Exercise directions: Collect the lines of the entries where "Chemin" shows up.

Given records:
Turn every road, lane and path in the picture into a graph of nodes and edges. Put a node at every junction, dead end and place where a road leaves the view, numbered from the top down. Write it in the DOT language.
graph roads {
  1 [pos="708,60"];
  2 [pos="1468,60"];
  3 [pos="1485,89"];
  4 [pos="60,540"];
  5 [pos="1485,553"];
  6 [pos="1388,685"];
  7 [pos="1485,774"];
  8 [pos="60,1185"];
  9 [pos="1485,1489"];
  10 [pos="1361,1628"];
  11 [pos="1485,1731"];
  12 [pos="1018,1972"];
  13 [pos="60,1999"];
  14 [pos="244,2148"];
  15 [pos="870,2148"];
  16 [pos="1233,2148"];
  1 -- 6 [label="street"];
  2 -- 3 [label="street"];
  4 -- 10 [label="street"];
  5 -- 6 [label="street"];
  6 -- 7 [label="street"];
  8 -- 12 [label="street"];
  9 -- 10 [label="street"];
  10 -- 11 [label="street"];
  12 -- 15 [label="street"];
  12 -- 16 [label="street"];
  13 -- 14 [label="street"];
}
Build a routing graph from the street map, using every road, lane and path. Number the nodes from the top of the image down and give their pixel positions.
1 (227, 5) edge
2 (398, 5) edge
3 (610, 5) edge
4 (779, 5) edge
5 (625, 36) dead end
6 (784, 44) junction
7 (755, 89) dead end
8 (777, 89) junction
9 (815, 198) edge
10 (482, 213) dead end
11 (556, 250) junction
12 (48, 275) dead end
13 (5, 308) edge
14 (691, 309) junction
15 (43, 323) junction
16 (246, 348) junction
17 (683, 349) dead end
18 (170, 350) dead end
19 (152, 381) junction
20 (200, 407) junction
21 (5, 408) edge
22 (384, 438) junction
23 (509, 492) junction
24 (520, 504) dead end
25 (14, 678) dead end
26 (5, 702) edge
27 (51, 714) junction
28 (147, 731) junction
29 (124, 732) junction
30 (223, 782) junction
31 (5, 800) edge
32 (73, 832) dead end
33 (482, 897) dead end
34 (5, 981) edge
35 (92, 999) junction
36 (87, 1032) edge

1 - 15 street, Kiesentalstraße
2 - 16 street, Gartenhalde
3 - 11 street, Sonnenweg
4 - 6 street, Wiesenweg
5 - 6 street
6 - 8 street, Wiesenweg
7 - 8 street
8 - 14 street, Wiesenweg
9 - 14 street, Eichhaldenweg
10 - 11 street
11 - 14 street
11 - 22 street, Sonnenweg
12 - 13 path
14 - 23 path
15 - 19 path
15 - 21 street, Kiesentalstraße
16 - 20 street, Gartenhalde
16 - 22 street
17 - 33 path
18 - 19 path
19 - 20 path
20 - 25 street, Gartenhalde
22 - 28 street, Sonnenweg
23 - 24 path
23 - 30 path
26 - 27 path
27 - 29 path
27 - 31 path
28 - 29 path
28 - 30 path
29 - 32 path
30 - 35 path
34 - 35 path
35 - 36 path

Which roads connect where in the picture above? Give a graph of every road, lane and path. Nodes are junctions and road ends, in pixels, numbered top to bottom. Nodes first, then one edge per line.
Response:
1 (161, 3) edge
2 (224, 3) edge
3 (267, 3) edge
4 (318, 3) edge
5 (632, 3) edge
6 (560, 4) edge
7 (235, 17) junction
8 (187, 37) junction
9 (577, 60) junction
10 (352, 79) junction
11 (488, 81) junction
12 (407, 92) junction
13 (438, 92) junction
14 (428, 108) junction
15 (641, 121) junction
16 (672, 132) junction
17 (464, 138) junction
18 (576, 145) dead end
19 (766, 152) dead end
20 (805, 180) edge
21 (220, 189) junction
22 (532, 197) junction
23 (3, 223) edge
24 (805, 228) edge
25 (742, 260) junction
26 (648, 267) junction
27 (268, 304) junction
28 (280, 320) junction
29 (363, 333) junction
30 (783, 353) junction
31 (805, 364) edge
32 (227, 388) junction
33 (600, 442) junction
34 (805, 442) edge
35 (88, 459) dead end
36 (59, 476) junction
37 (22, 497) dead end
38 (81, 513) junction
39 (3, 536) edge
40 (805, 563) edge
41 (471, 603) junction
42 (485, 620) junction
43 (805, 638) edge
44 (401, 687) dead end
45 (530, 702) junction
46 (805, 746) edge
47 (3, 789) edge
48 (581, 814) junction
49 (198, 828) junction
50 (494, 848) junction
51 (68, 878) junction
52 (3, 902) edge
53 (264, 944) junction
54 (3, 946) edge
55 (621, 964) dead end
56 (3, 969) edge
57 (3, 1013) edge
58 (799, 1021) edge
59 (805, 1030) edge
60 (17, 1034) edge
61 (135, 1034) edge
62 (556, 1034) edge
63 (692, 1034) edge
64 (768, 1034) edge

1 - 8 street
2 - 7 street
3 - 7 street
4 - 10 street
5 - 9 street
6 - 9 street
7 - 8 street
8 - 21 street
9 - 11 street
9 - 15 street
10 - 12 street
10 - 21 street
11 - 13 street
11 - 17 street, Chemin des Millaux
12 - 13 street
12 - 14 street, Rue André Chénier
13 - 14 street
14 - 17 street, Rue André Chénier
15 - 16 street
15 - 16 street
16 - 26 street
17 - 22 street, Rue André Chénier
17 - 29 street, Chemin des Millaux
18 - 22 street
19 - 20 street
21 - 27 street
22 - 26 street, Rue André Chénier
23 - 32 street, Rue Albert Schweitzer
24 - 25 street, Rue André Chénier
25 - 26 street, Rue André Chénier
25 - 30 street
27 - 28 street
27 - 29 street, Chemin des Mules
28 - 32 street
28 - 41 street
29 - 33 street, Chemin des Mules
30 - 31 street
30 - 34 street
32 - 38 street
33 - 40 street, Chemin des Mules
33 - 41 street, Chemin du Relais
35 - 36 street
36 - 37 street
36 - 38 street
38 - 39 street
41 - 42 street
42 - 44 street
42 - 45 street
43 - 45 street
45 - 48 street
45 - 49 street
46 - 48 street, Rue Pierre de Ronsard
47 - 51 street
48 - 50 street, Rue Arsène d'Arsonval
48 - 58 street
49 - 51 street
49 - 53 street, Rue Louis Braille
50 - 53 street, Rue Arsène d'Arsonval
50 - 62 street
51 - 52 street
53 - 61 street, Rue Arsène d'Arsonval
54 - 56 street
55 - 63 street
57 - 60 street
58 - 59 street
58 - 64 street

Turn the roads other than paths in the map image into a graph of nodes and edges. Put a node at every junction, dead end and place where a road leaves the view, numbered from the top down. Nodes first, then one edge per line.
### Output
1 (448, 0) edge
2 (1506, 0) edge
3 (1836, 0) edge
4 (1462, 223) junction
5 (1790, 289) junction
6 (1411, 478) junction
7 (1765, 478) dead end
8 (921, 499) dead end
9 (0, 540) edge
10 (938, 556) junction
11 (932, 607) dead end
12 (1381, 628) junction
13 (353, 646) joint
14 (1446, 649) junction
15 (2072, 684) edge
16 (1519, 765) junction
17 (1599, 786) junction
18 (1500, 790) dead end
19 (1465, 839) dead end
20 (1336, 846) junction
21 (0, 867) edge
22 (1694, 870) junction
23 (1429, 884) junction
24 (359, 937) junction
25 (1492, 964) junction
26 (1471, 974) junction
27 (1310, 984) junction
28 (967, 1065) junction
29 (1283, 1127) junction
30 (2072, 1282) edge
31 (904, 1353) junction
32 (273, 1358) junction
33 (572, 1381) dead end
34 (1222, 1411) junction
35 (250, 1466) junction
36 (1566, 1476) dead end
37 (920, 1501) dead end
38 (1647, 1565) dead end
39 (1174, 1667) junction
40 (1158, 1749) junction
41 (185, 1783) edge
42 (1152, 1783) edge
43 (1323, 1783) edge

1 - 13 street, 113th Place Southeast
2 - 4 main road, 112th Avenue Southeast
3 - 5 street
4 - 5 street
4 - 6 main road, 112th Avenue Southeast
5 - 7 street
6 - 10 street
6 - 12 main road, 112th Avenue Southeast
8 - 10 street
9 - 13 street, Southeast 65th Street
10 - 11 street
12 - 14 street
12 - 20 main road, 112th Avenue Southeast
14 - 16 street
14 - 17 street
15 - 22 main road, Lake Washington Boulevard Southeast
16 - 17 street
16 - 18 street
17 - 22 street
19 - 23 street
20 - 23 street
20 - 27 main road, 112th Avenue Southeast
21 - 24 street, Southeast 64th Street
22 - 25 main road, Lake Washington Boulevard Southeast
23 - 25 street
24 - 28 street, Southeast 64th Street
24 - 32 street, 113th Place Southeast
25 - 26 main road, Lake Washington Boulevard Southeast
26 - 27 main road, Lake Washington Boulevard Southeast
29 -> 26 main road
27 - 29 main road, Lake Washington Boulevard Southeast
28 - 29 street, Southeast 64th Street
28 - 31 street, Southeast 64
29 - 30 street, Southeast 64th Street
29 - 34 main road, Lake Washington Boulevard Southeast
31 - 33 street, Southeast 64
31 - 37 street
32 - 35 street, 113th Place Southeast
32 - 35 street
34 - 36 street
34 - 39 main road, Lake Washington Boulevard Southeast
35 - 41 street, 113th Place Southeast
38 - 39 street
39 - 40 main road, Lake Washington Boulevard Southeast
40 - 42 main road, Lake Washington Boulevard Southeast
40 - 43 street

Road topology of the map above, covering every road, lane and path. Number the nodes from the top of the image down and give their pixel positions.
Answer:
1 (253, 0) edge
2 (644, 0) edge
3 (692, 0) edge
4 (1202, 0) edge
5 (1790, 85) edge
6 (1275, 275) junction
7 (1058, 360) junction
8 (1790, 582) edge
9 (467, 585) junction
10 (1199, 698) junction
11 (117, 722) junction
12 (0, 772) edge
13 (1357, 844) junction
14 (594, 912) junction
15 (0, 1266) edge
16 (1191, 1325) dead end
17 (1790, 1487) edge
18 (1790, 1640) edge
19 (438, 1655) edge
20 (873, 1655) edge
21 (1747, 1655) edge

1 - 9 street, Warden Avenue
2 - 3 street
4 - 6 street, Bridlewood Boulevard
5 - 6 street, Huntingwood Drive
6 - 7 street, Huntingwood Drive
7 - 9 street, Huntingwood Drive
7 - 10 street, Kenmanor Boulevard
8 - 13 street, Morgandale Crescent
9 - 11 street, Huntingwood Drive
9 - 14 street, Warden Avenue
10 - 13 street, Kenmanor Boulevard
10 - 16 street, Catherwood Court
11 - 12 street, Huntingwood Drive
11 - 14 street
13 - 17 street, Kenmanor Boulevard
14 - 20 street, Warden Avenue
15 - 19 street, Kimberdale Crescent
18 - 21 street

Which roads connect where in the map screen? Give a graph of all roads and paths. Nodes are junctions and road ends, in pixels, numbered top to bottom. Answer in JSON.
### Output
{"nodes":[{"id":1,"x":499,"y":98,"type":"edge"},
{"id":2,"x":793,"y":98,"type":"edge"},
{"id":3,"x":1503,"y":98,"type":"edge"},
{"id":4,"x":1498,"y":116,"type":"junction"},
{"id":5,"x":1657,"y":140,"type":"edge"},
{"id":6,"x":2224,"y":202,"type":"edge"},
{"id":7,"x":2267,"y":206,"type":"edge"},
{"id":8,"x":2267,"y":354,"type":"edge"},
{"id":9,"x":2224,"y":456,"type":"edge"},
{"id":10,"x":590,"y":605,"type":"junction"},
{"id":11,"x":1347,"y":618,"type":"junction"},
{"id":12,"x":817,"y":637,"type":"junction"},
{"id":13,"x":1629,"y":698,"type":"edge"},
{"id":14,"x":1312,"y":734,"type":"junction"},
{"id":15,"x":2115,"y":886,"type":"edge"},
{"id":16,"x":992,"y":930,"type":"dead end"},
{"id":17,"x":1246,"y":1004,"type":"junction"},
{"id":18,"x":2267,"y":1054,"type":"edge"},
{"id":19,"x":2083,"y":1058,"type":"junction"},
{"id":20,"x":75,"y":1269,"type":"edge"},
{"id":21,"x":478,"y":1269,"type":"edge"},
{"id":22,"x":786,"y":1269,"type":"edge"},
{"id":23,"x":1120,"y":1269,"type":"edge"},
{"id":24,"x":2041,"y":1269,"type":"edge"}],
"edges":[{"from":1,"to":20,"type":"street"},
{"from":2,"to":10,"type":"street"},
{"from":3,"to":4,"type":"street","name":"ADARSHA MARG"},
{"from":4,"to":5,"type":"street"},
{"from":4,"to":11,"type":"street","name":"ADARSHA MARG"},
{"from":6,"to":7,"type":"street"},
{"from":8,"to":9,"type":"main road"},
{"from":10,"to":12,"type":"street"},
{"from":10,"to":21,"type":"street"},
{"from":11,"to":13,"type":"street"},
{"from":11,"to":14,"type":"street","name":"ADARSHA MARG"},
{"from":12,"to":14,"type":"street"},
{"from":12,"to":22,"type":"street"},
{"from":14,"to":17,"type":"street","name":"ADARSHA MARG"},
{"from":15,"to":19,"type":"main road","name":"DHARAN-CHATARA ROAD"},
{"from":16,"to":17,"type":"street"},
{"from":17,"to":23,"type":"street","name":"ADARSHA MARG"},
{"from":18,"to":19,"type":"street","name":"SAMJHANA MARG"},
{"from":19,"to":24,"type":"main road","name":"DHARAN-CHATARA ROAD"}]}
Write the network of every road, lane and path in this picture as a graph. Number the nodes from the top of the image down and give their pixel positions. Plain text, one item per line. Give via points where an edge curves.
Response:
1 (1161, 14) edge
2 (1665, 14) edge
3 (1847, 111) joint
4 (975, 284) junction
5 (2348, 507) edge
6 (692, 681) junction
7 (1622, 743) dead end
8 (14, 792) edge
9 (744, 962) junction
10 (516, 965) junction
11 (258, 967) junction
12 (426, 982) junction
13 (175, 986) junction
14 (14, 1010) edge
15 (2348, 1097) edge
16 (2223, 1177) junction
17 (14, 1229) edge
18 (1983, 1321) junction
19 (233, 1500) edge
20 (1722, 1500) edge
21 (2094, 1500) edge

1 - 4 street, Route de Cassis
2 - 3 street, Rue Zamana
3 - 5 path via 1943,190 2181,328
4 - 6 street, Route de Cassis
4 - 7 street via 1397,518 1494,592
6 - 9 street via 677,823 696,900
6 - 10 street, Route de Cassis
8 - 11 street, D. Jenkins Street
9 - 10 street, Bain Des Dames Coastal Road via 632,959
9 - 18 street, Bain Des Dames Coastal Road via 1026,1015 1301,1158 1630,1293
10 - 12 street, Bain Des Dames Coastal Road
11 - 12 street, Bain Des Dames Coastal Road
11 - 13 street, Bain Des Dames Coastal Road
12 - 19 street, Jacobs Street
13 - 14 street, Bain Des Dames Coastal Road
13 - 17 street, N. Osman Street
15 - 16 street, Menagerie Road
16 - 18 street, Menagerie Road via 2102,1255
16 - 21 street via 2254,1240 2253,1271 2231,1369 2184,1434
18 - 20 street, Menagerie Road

Answer for this exercise:
11 - 17 street, Chemin des Millaux
17 - 29 street, Chemin des Millaux
27 - 29 street, Chemin des Mules
29 - 33 street, Chemin des Mules
33 - 40 street, Chemin des Mules
33 - 41 street, Chemin du Relais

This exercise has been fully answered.